On 18 March 1969, Waterpump began a new mission supervising a Mobile Training Team instructing air crew members for AC-47 gunships. In June 1969, a second class of Hmong pilots finished training and joined Vang Pao and the single surviving pilot from the first class. On 11 July 1969 that pilot, Lee Lue, was killed in action. Nor was his death in action unusual; after five years, Waterpump was barely able to replace RLAF pilots as they were killed.

In 1970, the B Team would finally depart as the RLAF reached its full strength. The 11th group of Thai pilots graduated from Waterpump on 17 April, but were returned to the Royal Thai Air Force, thus leaving the tenth group to end the Firefly program.

In November 1971, to counteract a cutback in Raven FACs in Laos from 25 to eight by November 1972, Waterpump began training Lao forward air controllers. With most candidates having already flown over 3,000 combat missions, flying or combat experience was not an issue. The first class of Nok Ka Tien FACS graduated in January 1972 and began directing RLAF air strikes. By September 1972, four Lao FACs had progressed to directing air strikes for the USAF.

==End==
On 21 February 1973, the ceasefire mandated by the Vientiane Treaty came into effect. U.S. bombing halted on the 22nd. By this time, Waterpump had grown to a strength of 316 assigned personnel. All the disparate U.S. covert organizations in Laos faced downsizing as they were incorporated into a Defense Attaché's office. In Waterpump's case, Americans were withdrawn from the AOCs in the Military Regions as part of the downsizing. T-28 missions almost ceased, then resumed limpingly. On 5 April 1974, the new Provisional Government of National Union (PGNU) took charge of Laos. By that time, Waterpump had been subsumed by the Defense Attaché.

==Results==
By the time Waterpump ceased operations, the Air Force it supported had grown to 75 T-28s, ten AC-47s, 21 C-47s, 26 H-34 helicopters, and 24 O-1 Bird Dogs. However, the RLAF suffered from its ongoing problems with training technicians, and was believed to be able to handle only 70% of maintenance on the aircraft.

The Air Commandos would also run a local civic action program.
Waterpump also succeeded in its civic action program. Beginning with informal medical missions to villages near the Udorn air base, the civic action program would spread throughout Thailand, and result in a hospital for RLAF personnel in Savannakhet, Laos.

==Aftermath==
The PGNU's attitude changed after the Fall of Saigon brought a Communist victory in the neighboring Vietnam War.
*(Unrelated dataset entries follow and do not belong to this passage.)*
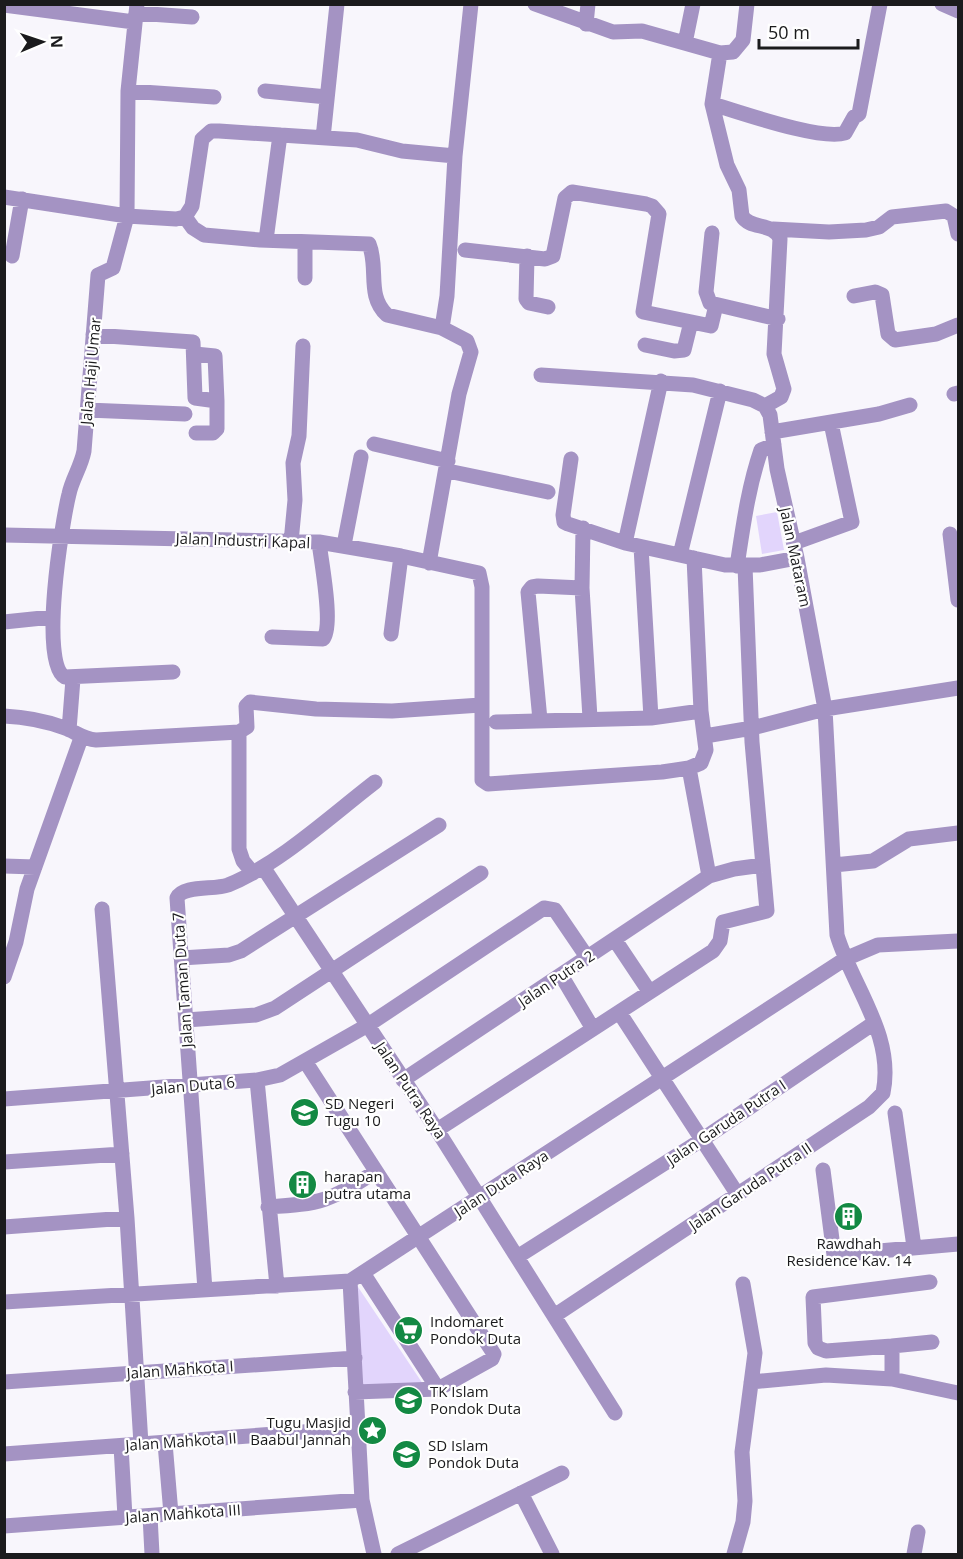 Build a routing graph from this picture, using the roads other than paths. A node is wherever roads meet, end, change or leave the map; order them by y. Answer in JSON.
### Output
{"nodes":[{"id":1,"x":337,"y":4,"type":"edge"},
{"id":2,"x":471,"y":4,"type":"edge"},
{"id":3,"x":535,"y":4,"type":"edge"},
{"id":4,"x":588,"y":4,"type":"edge"},
{"id":5,"x":693,"y":4,"type":"edge"},
{"id":6,"x":747,"y":4,"type":"edge"},
{"id":7,"x":880,"y":4,"type":"edge"},
{"id":8,"x":942,"y":4,"type":"edge"},
{"id":9,"x":4,"y":5,"type":"edge"},
{"id":10,"x":958,"y":11,"type":"edge"},
{"id":11,"x":135,"y":13,"type":"edge"},
{"id":12,"x":192,"y":17,"type":"dead end"},
{"id":13,"x":586,"y":24,"type":"junction"},
{"id":14,"x":685,"y":43,"type":"junction"},
{"id":15,"x":720,"y":53,"type":"junction"},
{"id":16,"x":128,"y":91,"type":"junction"},
{"id":17,"x":265,"y":91,"type":"dead end"},
{"id":18,"x":214,"y":97,"type":"dead end"},
{"id":19,"x":327,"y":97,"type":"junction"},
{"id":20,"x":712,"y":105,"type":"junction"},
{"id":21,"x":280,"y":135,"type":"junction"},
{"id":22,"x":323,"y":138,"type":"junction"},
{"id":23,"x":455,"y":156,"type":"junction"},
{"id":24,"x":4,"y":197,"type":"edge"},
{"id":25,"x":22,"y":199,"type":"junction"},
{"id":26,"x":127,"y":216,"type":"junction"},
{"id":27,"x":185,"y":216,"type":"junction"},
{"id":28,"x":773,"y":230,"type":"junction"},
{"id":29,"x":712,"y":233,"type":"dead end"},
{"id":30,"x":958,"y":234,"type":"edge"},
{"id":31,"x":266,"y":240,"type":"junction"},
{"id":32,"x":305,"y":242,"type":"junction"},
{"id":33,"x":465,"y":250,"type":"dead end"},
{"id":34,"x":12,"y":256,"type":"dead end"},
{"id":35,"x":527,"y":256,"type":"junction"},
{"id":36,"x":304,"y":278,"type":"dead end"},
{"id":37,"x":854,"y":296,"type":"dead end"},
{"id":38,"x":716,"y":305,"type":"junction"},
{"id":39,"x":548,"y":307,"type":"dead end"},
{"id":40,"x":778,"y":319,"type":"junction"},
{"id":41,"x":691,"y":322,"type":"junction"},
{"id":42,"x":958,"y":325,"type":"edge"},
{"id":43,"x":442,"y":328,"type":"junction"},
{"id":44,"x":93,"y":334,"type":"junction"},
{"id":45,"x":645,"y":345,"type":"dead end"},
{"id":46,"x":303,"y":346,"type":"dead end"},
{"id":47,"x":195,"y":354,"type":"junction"},
{"id":48,"x":541,"y":375,"type":"dead end"},
{"id":49,"x":661,"y":381,"type":"junction"},
{"id":50,"x":720,"y":391,"type":"junction"},
{"id":51,"x":217,"y":401,"type":"junction"},
{"id":52,"x":910,"y":405,"type":"dead end"},
{"id":53,"x":765,"y":406,"type":"junction"},
{"id":54,"x":87,"y":410,"type":"junction"},
{"id":55,"x":185,"y":414,"type":"dead end"},
{"id":56,"x":831,"y":423,"type":"junction"},
{"id":57,"x":196,"y":433,"type":"dead end"},
{"id":58,"x":773,"y":438,"type":"junction"},
{"id":59,"x":374,"y":444,"type":"dead end"},
{"id":60,"x":361,"y":457,"type":"dead end"},
{"id":61,"x":571,"y":459,"type":"dead end"},
{"id":62,"x":448,"y":466,"type":"junction"},
{"id":63,"x":548,"y":492,"type":"dead end"},
{"id":64,"x":583,"y":528,"type":"junction"},
{"id":65,"x":950,"y":534,"type":"dead end"},
{"id":66,"x":4,"y":536,"type":"edge"},
{"id":67,"x":63,"y":536,"type":"junction"},
{"id":68,"x":291,"y":542,"type":"junction"},
{"id":69,"x":319,"y":542,"type":"junction"},
{"id":70,"x":626,"y":543,"type":"junction"},
{"id":71,"x":344,"y":545,"type":"junction"},
{"id":72,"x":641,"y":547,"type":"junction"},
{"id":73,"x":795,"y":550,"type":"junction"},
{"id":74,"x":401,"y":556,"type":"junction"},
{"id":75,"x":687,"y":556,"type":"junction"},
{"id":76,"x":429,"y":563,"type":"junction"},
{"id":77,"x":741,"y":566,"type":"junction"},
{"id":78,"x":582,"y":588,"type":"junction"},
{"id":79,"x":958,"y":600,"type":"edge"},
{"id":80,"x":52,"y":617,"type":"junction"},
{"id":81,"x":4,"y":622,"type":"edge"},
{"id":82,"x":391,"y":634,"type":"dead end"},
{"id":83,"x":272,"y":637,"type":"dead end"},
{"id":84,"x":173,"y":672,"type":"dead end"},
{"id":85,"x":72,"y":679,"type":"junction"},
{"id":86,"x":958,"y":688,"type":"edge"},
{"id":87,"x":481,"y":705,"type":"junction"},
{"id":88,"x":825,"y":709,"type":"junction"},
{"id":89,"x":701,"y":711,"type":"junction"},
{"id":90,"x":4,"y":716,"type":"edge"},
{"id":91,"x":590,"y":718,"type":"junction"},
{"id":92,"x":651,"y":718,"type":"junction"},
{"id":93,"x":540,"y":720,"type":"junction"},
{"id":94,"x":496,"y":722,"type":"dead end"},
{"id":95,"x":752,"y":728,"type":"junction"},
{"id":96,"x":239,"y":732,"type":"junction"},
{"id":97,"x":75,"y":734,"type":"junction"},
{"id":98,"x":705,"y":736,"type":"junction"},
{"id":99,"x":689,"y":768,"type":"junction"},
{"id":100,"x":375,"y":782,"type":"dead end"},
{"id":101,"x":439,"y":825,"type":"dead end"},
{"id":102,"x":958,"y":833,"type":"edge"},
{"id":103,"x":763,"y":865,"type":"junction"},
{"id":104,"x":834,"y":865,"type":"junction"},
{"id":105,"x":4,"y":866,"type":"edge"},
{"id":106,"x":35,"y":867,"type":"junction"},
{"id":107,"x":258,"y":870,"type":"junction"},
{"id":108,"x":481,"y":873,"type":"dead end"},
{"id":109,"x":709,"y":876,"type":"junction"},
{"id":110,"x":102,"y":909,"type":"dead end"},
{"id":111,"x":297,"y":916,"type":"junction"},
{"id":112,"x":615,"y":940,"type":"junction"},
{"id":113,"x":958,"y":941,"type":"edge"},
{"id":114,"x":587,"y":957,"type":"junction"},
{"id":115,"x":181,"y":958,"type":"junction"},
{"id":116,"x":845,"y":958,"type":"junction"},
{"id":117,"x":333,"y":972,"type":"junction"},
{"id":118,"x":561,"y":975,"type":"junction"},
{"id":119,"x":4,"y":977,"type":"edge"},
{"id":120,"x":649,"y":991,"type":"junction"},
{"id":121,"x":619,"y":1012,"type":"junction"},
{"id":122,"x":186,"y":1020,"type":"junction"},
{"id":123,"x":874,"y":1023,"type":"junction"},
{"id":124,"x":368,"y":1025,"type":"junction"},
{"id":125,"x":593,"y":1029,"type":"junction"},
{"id":126,"x":304,"y":1061,"type":"junction"},
{"id":127,"x":662,"y":1078,"type":"junction"},
{"id":128,"x":257,"y":1080,"type":"junction"},
{"id":129,"x":404,"y":1080,"type":"junction"},
{"id":130,"x":188,"y":1085,"type":"junction"},
{"id":131,"x":118,"y":1092,"type":"junction"},
{"id":132,"x":4,"y":1099,"type":"edge"},
{"id":133,"x":895,"y":1113,"type":"dead end"},
{"id":134,"x":437,"y":1130,"type":"junction"},
{"id":135,"x":703,"y":1139,"type":"junction"},
{"id":136,"x":122,"y":1154,"type":"junction"},
{"id":137,"x":4,"y":1162,"type":"edge"},
{"id":138,"x":823,"y":1170,"type":"dead end"},
{"id":139,"x":375,"y":1172,"type":"junction"},
{"id":140,"x":738,"y":1195,"type":"junction"},
{"id":141,"x":480,"y":1197,"type":"junction"},
{"id":142,"x":268,"y":1207,"type":"junction"},
{"id":143,"x":127,"y":1218,"type":"junction"},
{"id":144,"x":4,"y":1227,"type":"edge"},
{"id":145,"x":418,"y":1237,"type":"junction"},
{"id":146,"x":958,"y":1244,"type":"edge"},
{"id":147,"x":914,"y":1247,"type":"junction"},
{"id":148,"x":517,"y":1257,"type":"junction"},
{"id":149,"x":363,"y":1273,"type":"junction"},
{"id":150,"x":350,"y":1281,"type":"junction"},
{"id":151,"x":930,"y":1282,"type":"dead end"},
{"id":152,"x":743,"y":1284,"type":"dead end"},
{"id":153,"x":276,"y":1286,"type":"junction"},
{"id":154,"x":205,"y":1290,"type":"junction"},
{"id":155,"x":131,"y":1294,"type":"junction"},
{"id":156,"x":4,"y":1302,"type":"edge"},
{"id":157,"x":554,"y":1316,"type":"junction"},
{"id":158,"x":932,"y":1342,"type":"dead end"},
{"id":159,"x":892,"y":1346,"type":"junction"},
{"id":160,"x":355,"y":1358,"type":"junction"},
{"id":161,"x":137,"y":1371,"type":"junction"},
{"id":162,"x":892,"y":1379,"type":"junction"},
{"id":163,"x":4,"y":1382,"type":"edge"},
{"id":164,"x":751,"y":1382,"type":"junction"},
{"id":165,"x":438,"y":1389,"type":"junction"},
{"id":166,"x":355,"y":1392,"type":"junction"},
{"id":167,"x":958,"y":1393,"type":"edge"},
{"id":168,"x":615,"y":1413,"type":"dead end"},
{"id":169,"x":357,"y":1428,"type":"junction"},
{"id":170,"x":165,"y":1443,"type":"junction"},
{"id":171,"x":141,"y":1444,"type":"junction"},
{"id":172,"x":121,"y":1446,"type":"junction"},
{"id":173,"x":4,"y":1455,"type":"edge"},
{"id":174,"x":562,"y":1473,"type":"dead end"},
{"id":175,"x":521,"y":1493,"type":"junction"},
{"id":176,"x":362,"y":1500,"type":"junction"},
{"id":177,"x":171,"y":1514,"type":"junction"},
{"id":178,"x":150,"y":1516,"type":"junction"},
{"id":179,"x":125,"y":1517,"type":"junction"},
{"id":180,"x":4,"y":1526,"type":"edge"},
{"id":181,"x":918,"y":1532,"type":"dead end"},
{"id":182,"x":152,"y":1554,"type":"edge"},
{"id":183,"x":374,"y":1554,"type":"edge"},
{"id":184,"x":398,"y":1554,"type":"edge"},
{"id":185,"x":552,"y":1554,"type":"edge"},
{"id":186,"x":734,"y":1554,"type":"edge"},
{"id":187,"x":914,"y":1554,"type":"edge"}],
"edges":[{"from":1,"to":19,"type":"street"},
{"from":2,"to":23,"type":"street"},
{"from":3,"to":13,"type":"street"},
{"from":4,"to":13,"type":"street"},
{"from":5,"to":14,"type":"street"},
{"from":6,"to":15,"type":"street"},
{"from":7,"to":20,"type":"street"},
{"from":8,"to":10,"type":"street"},
{"from":9,"to":11,"type":"street"},
{"from":11,"to":12,"type":"street"},
{"from":11,"to":16,"type":"street"},
{"from":13,"to":14,"type":"street"},
{"from":14,"to":15,"type":"street"},
{"from":15,"to":20,"type":"street"},
{"from":16,"to":18,"type":"street"},
{"from":16,"to":26,"type":"street"},
{"from":17,"to":19,"type":"street"},
{"from":19,"to":22,"type":"street"},
{"from":20,"to":28,"type":"street"},
{"from":21,"to":22,"type":"street"},
{"from":21,"to":27,"type":"street"},
{"from":21,"to":31,"type":"street"},
{"from":22,"to":23,"type":"street"},
{"from":23,"to":43,"type":"street"},
{"from":24,"to":25,"type":"street"},
{"from":25,"to":26,"type":"street"},
{"from":25,"to":34,"type":"street"},
{"from":26,"to":27,"type":"street"},
{"from":26,"to":44,"type":"street","name":"Jalan Haji Umar"},
{"from":27,"to":31,"type":"street"},
{"from":28,"to":30,"type":"street"},
{"from":28,"to":40,"type":"street"},
{"from":29,"to":38,"type":"street"},
{"from":31,"to":32,"type":"street"},
{"from":32,"to":36,"type":"street"},
{"from":32,"to":43,"type":"street"},
{"from":33,"to":35,"type":"street"},
{"from":35,"to":39,"type":"street"},
{"from":35,"to":41,"type":"street"},
{"from":37,"to":42,"type":"street"},
{"from":38,"to":40,"type":"street"},
{"from":38,"to":41,"type":"street"},
{"from":40,"to":53,"type":"street"},
{"from":41,"to":45,"type":"street"},
{"from":43,"to":62,"type":"street"},
{"from":44,"to":47,"type":"street"},
{"from":44,"to":54,"type":"street","name":"Jalan Haji Umar"},
{"from":46,"to":68,"type":"street"},
{"from":47,"to":51,"type":"street"},
{"from":47,"to":51,"type":"street"},
{"from":48,"to":49,"type":"street"},
{"from":49,"to":50,"type":"street"},
{"from":49,"to":70,"type":"street"},
{"from":50,"to":53,"type":"street"},
{"from":50,"to":75,"type":"street"},
{"from":51,"to":57,"type":"street"},
{"from":52,"to":56,"type":"street"},
{"from":53,"to":58,"type":"street","name":"Jalan Mataram"},
{"from":54,"to":55,"type":"street"},
{"from":54,"to":67,"type":"street","name":"Jalan Haji Umar"},
{"from":56,"to":58,"type":"street"},
{"from":56,"to":73,"type":"street"},
{"from":58,"to":73,"type":"street","name":"Jalan Mataram"},
{"from":58,"to":77,"type":"street"},
{"from":59,"to":62,"type":"street"},
{"from":60,"to":71,"type":"street"},
{"from":61,"to":64,"type":"street"},
{"from":62,"to":63,"type":"street"},
{"from":62,"to":76,"type":"street"},
{"from":64,"to":70,"type":"street"},
{"from":64,"to":78,"type":"street"},
{"from":65,"to":79,"type":"street"},
{"from":66,"to":67,"type":"street","name":"Jalan Industri Kapal"},
{"from":67,"to":68,"type":"street","name":"Jalan Industri Kapal"},
{"from":67,"to":80,"type":"street","name":"Jalan Haji Umar"},
{"from":68,"to":69,"type":"street","name":"Jalan Industri Kapal"},
{"from":69,"to":71,"type":"street","name":"Jalan Industri Kapal"},
{"from":69,"to":83,"type":"street"},
{"from":70,"to":72,"type":"street"},
{"from":71,"to":74,"type":"street","name":"Jalan Industri Kapal"},
{"from":72,"to":75,"type":"street"},
{"from":72,"to":92,"type":"street"},
{"from":73,"to":77,"type":"street"},
{"from":73,"to":88,"type":"street","name":"Jalan Mataram"},
{"from":74,"to":76,"type":"street","name":"Jalan Industri Kapal"},
{"from":74,"to":82,"type":"street"},
{"from":75,"to":77,"type":"street"},
{"from":75,"to":89,"type":"street"},
{"from":76,"to":87,"type":"street","name":"Jalan Industri Kapal"},
{"from":77,"to":95,"type":"street"},
{"from":78,"to":91,"type":"street"},
{"from":78,"to":93,"type":"street"},
{"from":80,"to":81,"type":"street"},
{"from":80,"to":85,"type":"street","name":"Jalan Haji Umar"},
{"from":84,"to":85,"type":"street"},
{"from":85,"to":97,"type":"street"},
{"from":86,"to":88,"type":"street"},
{"from":87,"to":96,"type":"street","name":"Jalan Putra Raya"},
{"from":87,"to":99,"type":"street"},
{"from":88,"to":95,"type":"street"},
{"from":88,"to":104,"type":"street","name":"Jalan Mataram"},
{"from":89,"to":92,"type":"street"},
{"from":89,"to":98,"type":"street"},
{"from":90,"to":97,"type":"street"},
{"from":91,"to":92,"type":"street"},
{"from":91,"to":93,"type":"street"},
{"from":93,"to":94,"type":"street"},
{"from":95,"to":98,"type":"street"},
{"from":95,"to":103,"type":"street"},
{"from":96,"to":97,"type":"street"},
{"from":96,"to":107,"type":"street","name":"Jalan Putra Raya"},
{"from":97,"to":106,"type":"street"},
{"from":98,"to":99,"type":"street"},
{"from":99,"to":109,"type":"street"},
{"from":100,"to":107,"type":"street"},
{"from":101,"to":111,"type":"street"},
{"from":102,"to":104,"type":"street"},
{"from":103,"to":109,"type":"street","name":"Jalan Putra 2"},
{"from":103,"to":120,"type":"street"},
{"from":104,"to":116,"type":"street","name":"Jalan Mataram"},
{"from":105,"to":106,"type":"street"},
{"from":106,"to":119,"type":"street"},
{"from":107,"to":111,"type":"street","name":"Jalan Putra Raya"},
{"from":107,"to":115,"type":"street","name":"Jalan Taman Duta 7"},
{"from":108,"to":117,"type":"street"},
{"from":109,"to":112,"type":"street","name":"Jalan Putra 2"},
{"from":110,"to":131,"type":"street"},
{"from":111,"to":115,"type":"street"},
{"from":111,"to":117,"type":"street","name":"Jalan Putra Raya"},
{"from":112,"to":114,"type":"street","name":"Jalan Putra 2"},
{"from":112,"to":120,"type":"street"},
{"from":113,"to":116,"type":"street","name":"Jalan Duta Raya"},
{"from":114,"to":118,"type":"street","name":"Jalan Putra 2"},
{"from":114,"to":124,"type":"street","name":"Jalan Duta 6"},
{"from":115,"to":122,"type":"street","name":"Jalan Taman Duta 7"},
{"from":116,"to":123,"type":"street"},
{"from":116,"to":127,"type":"street","name":"Jalan Duta Raya"},
{"from":117,"to":122,"type":"street"},
{"from":117,"to":124,"type":"street","name":"Jalan Putra Raya"},
{"from":118,"to":125,"type":"street"},
{"from":118,"to":129,"type":"street","name":"Jalan Putra 2"},
{"from":120,"to":121,"type":"street"},
{"from":121,"to":125,"type":"street"},
{"from":121,"to":127,"type":"street"},
{"from":122,"to":130,"type":"street","name":"Jalan Taman Duta 7"},
{"from":123,"to":135,"type":"street","name":"Jalan Garuda Putra I"},
{"from":123,"to":140,"type":"street","name":"Jalan Garuda Putra II"},
{"from":124,"to":126,"type":"street","name":"Jalan Duta 6"},
{"from":124,"to":129,"type":"street","name":"Jalan Putra Raya"},
{"from":125,"to":134,"type":"street"},
{"from":126,"to":128,"type":"street","name":"Jalan Duta 6"},
{"from":126,"to":139,"type":"street"},
{"from":127,"to":135,"type":"street"},
{"from":127,"to":141,"type":"street","name":"Jalan Duta Raya"},
{"from":128,"to":130,"type":"street","name":"Jalan Duta 6"},
{"from":128,"to":142,"type":"street"},
{"from":129,"to":134,"type":"street","name":"Jalan Putra Raya"},
{"from":130,"to":131,"type":"street","name":"Jalan Duta 6"},
{"from":130,"to":154,"type":"street","name":"Jalan Taman Duta 7"},
{"from":131,"to":132,"type":"street","name":"Jalan Duta 6"},
{"from":131,"to":136,"type":"street"},
{"from":133,"to":147,"type":"street"},
{"from":134,"to":141,"type":"street","name":"Jalan Putra Raya"},
{"from":135,"to":140,"type":"street"},
{"from":135,"to":148,"type":"street","name":"Jalan Garuda Putra I"},
{"from":136,"to":137,"type":"street"},
{"from":136,"to":143,"type":"street"},
{"from":138,"to":147,"type":"street"},
{"from":139,"to":142,"type":"street"},
{"from":139,"to":145,"type":"street"},
{"from":140,"to":157,"type":"street","name":"Jalan Garuda Putra II"},
{"from":141,"to":145,"type":"street","name":"Jalan Duta Raya"},
{"from":141,"to":148,"type":"street","name":"Jalan Putra Raya"},
{"from":142,"to":153,"type":"street"},
{"from":143,"to":144,"type":"street"},
{"from":143,"to":155,"type":"street"},
{"from":145,"to":149,"type":"street","name":"Jalan Duta Raya"},
{"from":145,"to":165,"type":"street"},
{"from":146,"to":147,"type":"street"},
{"from":148,"to":157,"type":"street","name":"Jalan Putra Raya"},
{"from":149,"to":150,"type":"street","name":"Jalan Duta Raya"},
{"from":149,"to":165,"type":"street"},
{"from":150,"to":153,"type":"street","name":"Jalan Duta Raya"},
{"from":150,"to":160,"type":"street"},
{"from":151,"to":159,"type":"street"},
{"from":152,"to":164,"type":"street"},
{"from":153,"to":154,"type":"street","name":"Jalan Duta Raya"},
{"from":154,"to":155,"type":"street","name":"Jalan Duta Raya"},
{"from":155,"to":156,"type":"street","name":"Jalan Duta Raya"},
{"from":155,"to":161,"type":"street"},
{"from":157,"to":168,"type":"street","name":"Jalan Putra Raya"},
{"from":158,"to":159,"type":"street"},
{"from":159,"to":162,"type":"street"},
{"from":160,"to":161,"type":"street","name":"Jalan Mahkota I"},
{"from":160,"to":166,"type":"street"},
{"from":161,"to":163,"type":"street","name":"Jalan Mahkota I"},
{"from":161,"to":171,"type":"street"},
{"from":162,"to":164,"type":"street"},
{"from":162,"to":167,"type":"street"},
{"from":164,"to":186,"type":"street"},
{"from":165,"to":166,"type":"street"},
{"from":166,"to":169,"type":"street"},
{"from":169,"to":170,"type":"street","name":"Jalan Mahkota II"},
{"from":169,"to":176,"type":"street"},
{"from":170,"to":171,"type":"street","name":"Jalan Mahkota II"},
{"from":170,"to":177,"type":"street"},
{"from":171,"to":172,"type":"street","name":"Jalan Mahkota II"},
{"from":172,"to":173,"type":"street","name":"Jalan Mahkota II"},
{"from":172,"to":179,"type":"street"},
{"from":174,"to":175,"type":"street"},
{"from":175,"to":184,"type":"street"},
{"from":175,"to":185,"type":"street"},
{"from":176,"to":177,"type":"street","name":"Jalan Mahkota III"},
{"from":176,"to":183,"type":"street"},
{"from":177,"to":178,"type":"street","name":"Jalan Mahkota III"},
{"from":178,"to":179,"type":"street","name":"Jalan Mahkota III"},
{"from":178,"to":182,"type":"street"},
{"from":179,"to":180,"type":"street","name":"Jalan Mahkota III"},
{"from":181,"to":187,"type":"street"}]}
The Pathet Lao abolished the monarchy and renamed the country the Lao People's Democratic Republic. The PGNU began to confiscate American property; in turn, the American contingent was reduced to a Chargé d'affaires and a staff of 20. Only a U.S. Army major remained to represent the U.S. military. In July 1976, he was expelled. On 12 March 1977, King Sisavang Vatthana was arrested.